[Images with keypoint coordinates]
· · · ·

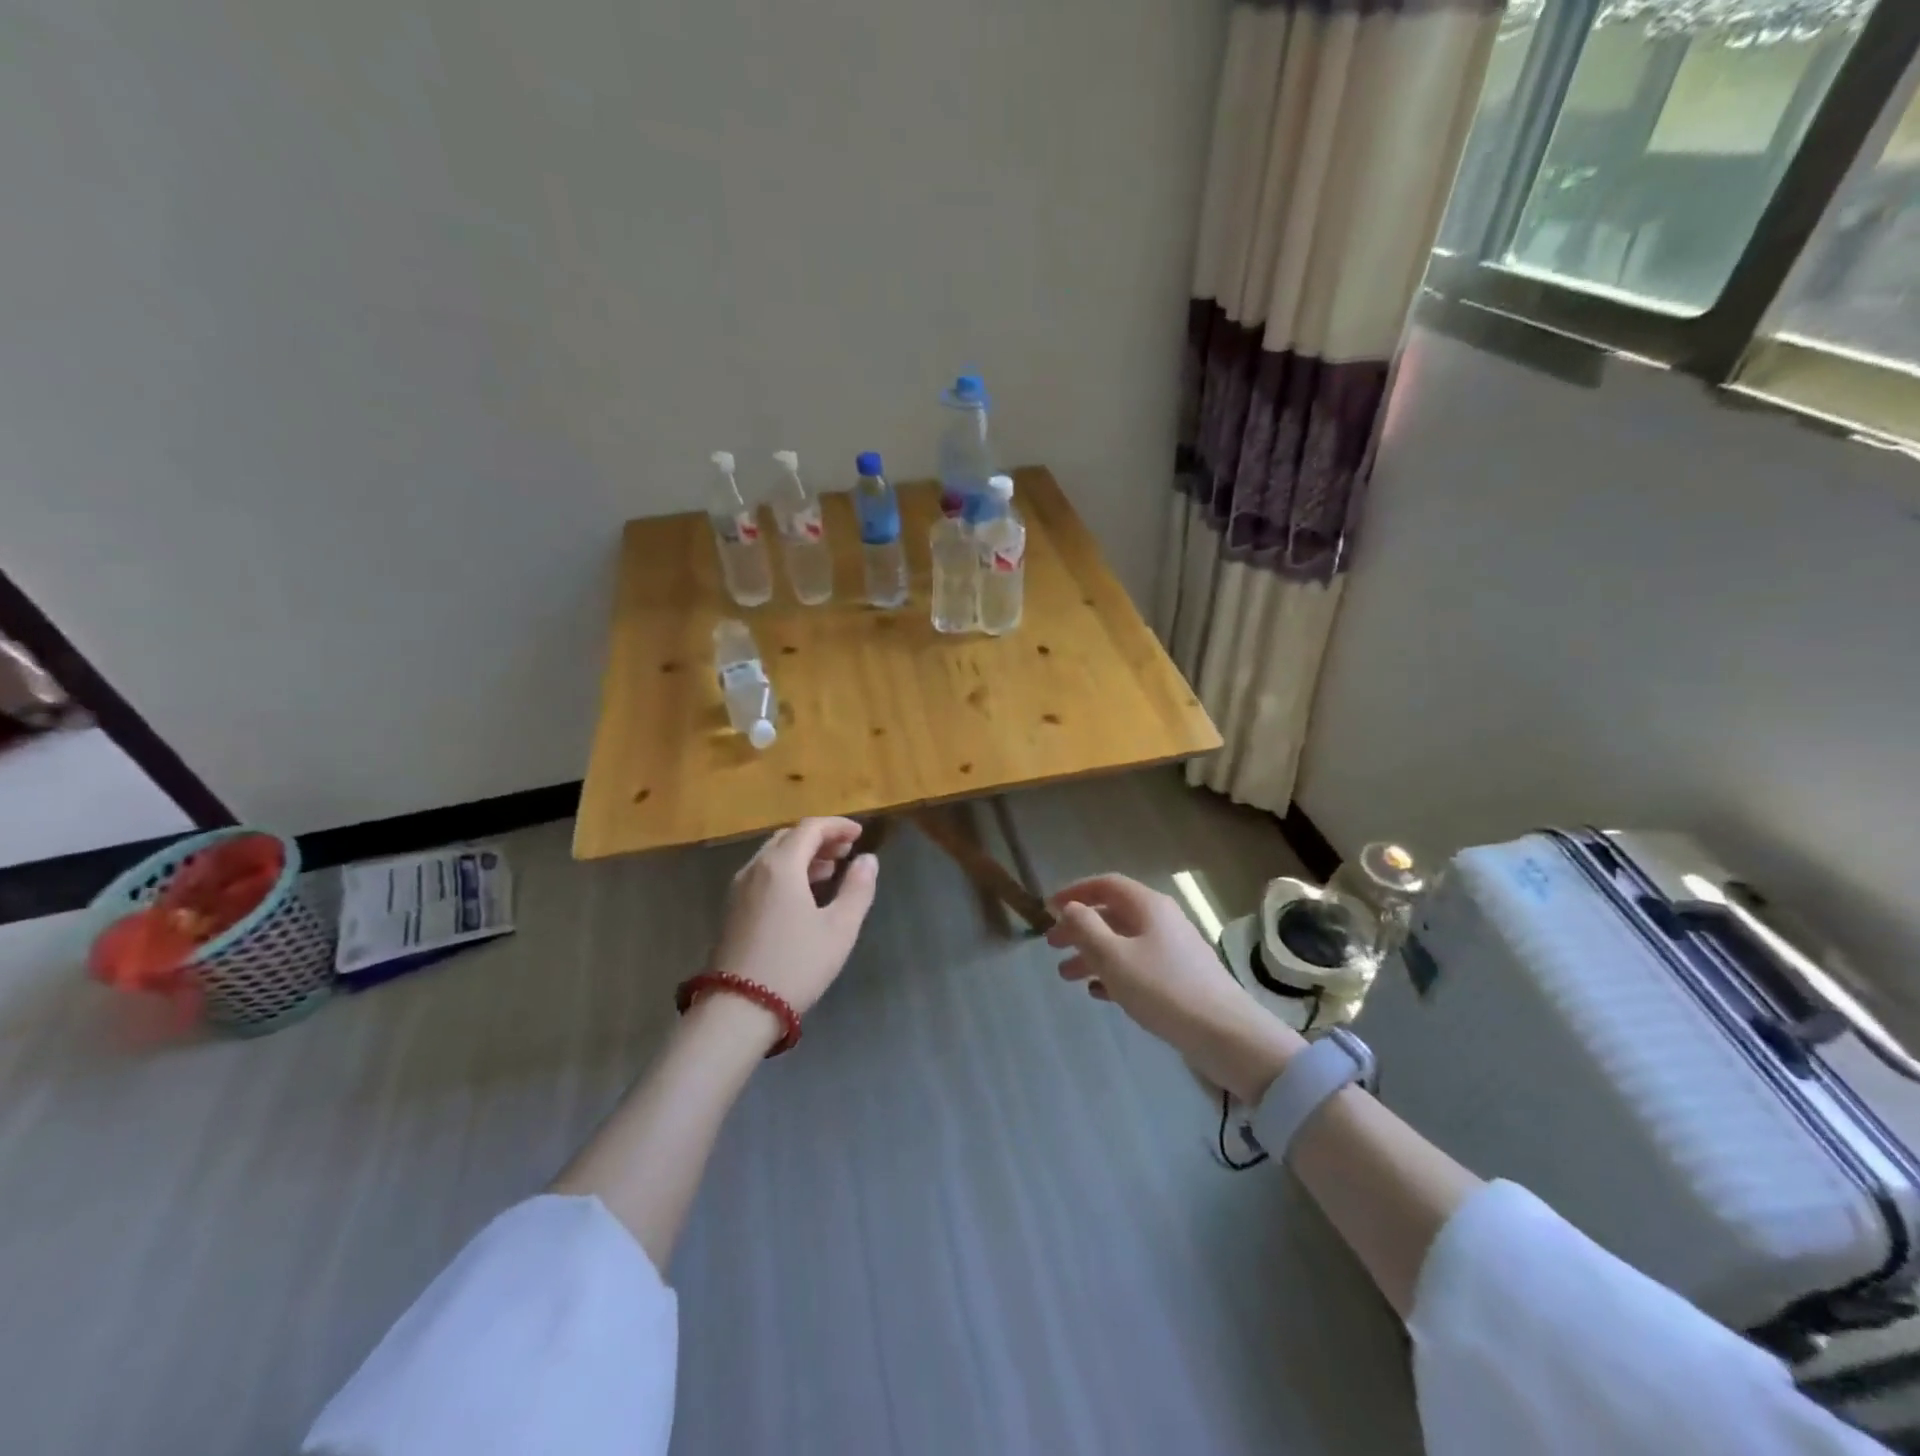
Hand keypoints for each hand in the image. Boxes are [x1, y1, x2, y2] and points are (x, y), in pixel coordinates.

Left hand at [708, 817, 879, 1025]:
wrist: (738, 1009)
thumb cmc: (795, 965)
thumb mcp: (839, 928)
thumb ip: (857, 889)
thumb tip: (868, 859)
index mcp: (781, 866)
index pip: (810, 828)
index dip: (837, 826)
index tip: (860, 834)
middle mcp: (754, 869)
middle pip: (788, 838)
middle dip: (819, 838)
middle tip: (846, 851)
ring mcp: (738, 890)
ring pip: (773, 857)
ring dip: (802, 856)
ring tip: (830, 870)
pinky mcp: (731, 910)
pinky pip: (762, 875)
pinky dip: (786, 872)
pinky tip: (803, 895)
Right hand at [1046, 873, 1303, 1101]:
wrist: (1225, 1033)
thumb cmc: (1163, 988)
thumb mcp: (1114, 957)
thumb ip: (1086, 928)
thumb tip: (1070, 908)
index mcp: (1148, 906)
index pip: (1106, 884)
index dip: (1075, 892)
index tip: (1048, 908)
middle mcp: (1162, 920)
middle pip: (1112, 914)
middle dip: (1079, 928)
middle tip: (1051, 946)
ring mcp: (1173, 949)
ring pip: (1123, 942)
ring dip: (1092, 954)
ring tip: (1066, 976)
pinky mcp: (1180, 977)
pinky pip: (1138, 966)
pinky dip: (1114, 973)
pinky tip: (1099, 993)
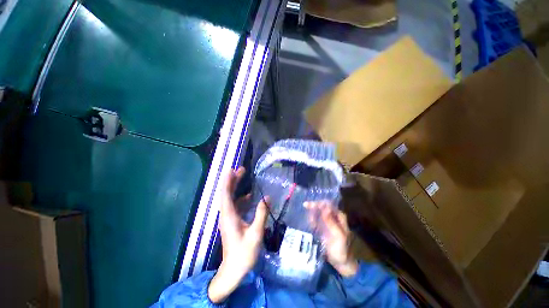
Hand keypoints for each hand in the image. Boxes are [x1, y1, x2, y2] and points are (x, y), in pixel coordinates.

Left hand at [208, 167, 268, 302]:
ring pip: (230, 198)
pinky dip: (240, 197)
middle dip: (232, 180)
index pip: (226, 194)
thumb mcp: (255, 234)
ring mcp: (228, 218)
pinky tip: (249, 196)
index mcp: (229, 216)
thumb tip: (267, 197)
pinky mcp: (232, 221)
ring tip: (243, 177)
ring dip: (236, 187)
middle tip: (240, 169)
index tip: (231, 169)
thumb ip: (261, 214)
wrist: (233, 270)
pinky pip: (235, 205)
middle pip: (227, 193)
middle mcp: (226, 214)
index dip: (227, 180)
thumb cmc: (243, 253)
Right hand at [305, 201, 358, 277]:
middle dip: (314, 206)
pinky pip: (316, 219)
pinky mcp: (323, 227)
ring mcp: (328, 222)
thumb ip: (331, 222)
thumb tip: (325, 207)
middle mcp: (333, 217)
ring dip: (312, 213)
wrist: (341, 263)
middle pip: (322, 207)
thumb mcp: (338, 236)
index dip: (320, 203)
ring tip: (311, 222)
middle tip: (305, 205)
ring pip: (318, 212)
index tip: (311, 205)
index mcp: (339, 217)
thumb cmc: (341, 250)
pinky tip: (311, 225)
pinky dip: (312, 220)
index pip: (329, 205)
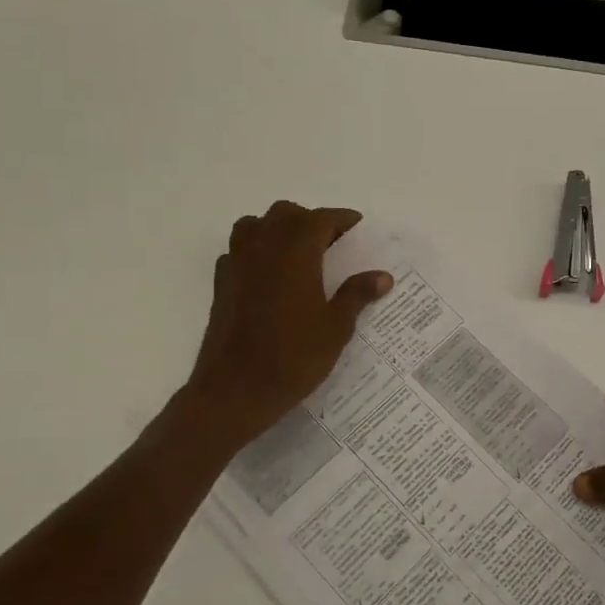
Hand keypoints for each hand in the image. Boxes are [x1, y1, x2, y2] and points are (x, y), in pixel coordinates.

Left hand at [176, 201, 390, 452]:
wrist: (235, 390)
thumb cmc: (293, 358)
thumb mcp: (336, 328)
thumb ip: (357, 295)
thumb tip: (383, 276)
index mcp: (296, 252)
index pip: (321, 219)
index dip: (342, 219)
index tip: (357, 227)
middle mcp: (264, 248)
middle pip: (286, 214)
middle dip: (310, 221)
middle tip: (331, 243)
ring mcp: (237, 263)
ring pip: (255, 225)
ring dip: (277, 229)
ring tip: (297, 253)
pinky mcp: (221, 284)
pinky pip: (238, 251)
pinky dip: (255, 252)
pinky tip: (268, 276)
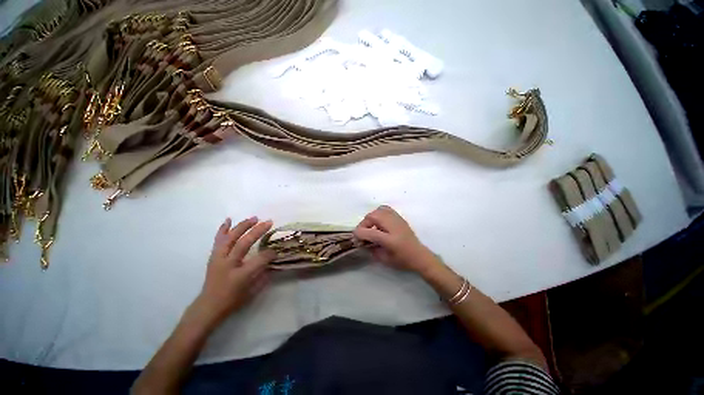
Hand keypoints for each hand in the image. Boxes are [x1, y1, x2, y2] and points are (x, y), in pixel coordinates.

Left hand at [195, 217, 275, 326]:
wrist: (208, 305)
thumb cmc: (233, 299)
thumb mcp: (253, 290)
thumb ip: (264, 274)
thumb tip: (272, 260)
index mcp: (240, 276)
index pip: (259, 260)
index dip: (270, 253)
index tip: (276, 250)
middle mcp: (228, 265)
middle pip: (243, 243)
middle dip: (257, 232)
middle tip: (268, 222)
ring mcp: (219, 259)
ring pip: (230, 238)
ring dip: (242, 226)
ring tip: (254, 218)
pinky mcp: (213, 257)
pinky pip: (218, 240)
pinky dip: (223, 229)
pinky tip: (229, 220)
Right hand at [354, 206, 436, 273]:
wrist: (420, 255)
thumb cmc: (403, 260)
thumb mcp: (385, 260)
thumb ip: (371, 250)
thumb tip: (362, 241)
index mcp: (390, 240)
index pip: (369, 232)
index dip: (359, 234)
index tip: (355, 238)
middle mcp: (393, 226)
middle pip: (372, 217)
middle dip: (364, 224)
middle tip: (363, 233)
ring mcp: (397, 220)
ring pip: (378, 211)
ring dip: (371, 218)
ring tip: (371, 226)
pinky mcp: (399, 217)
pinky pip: (385, 209)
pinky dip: (378, 213)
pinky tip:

· · · ·

Across the data above, how many lines include the word "Left"? Give only the count.

4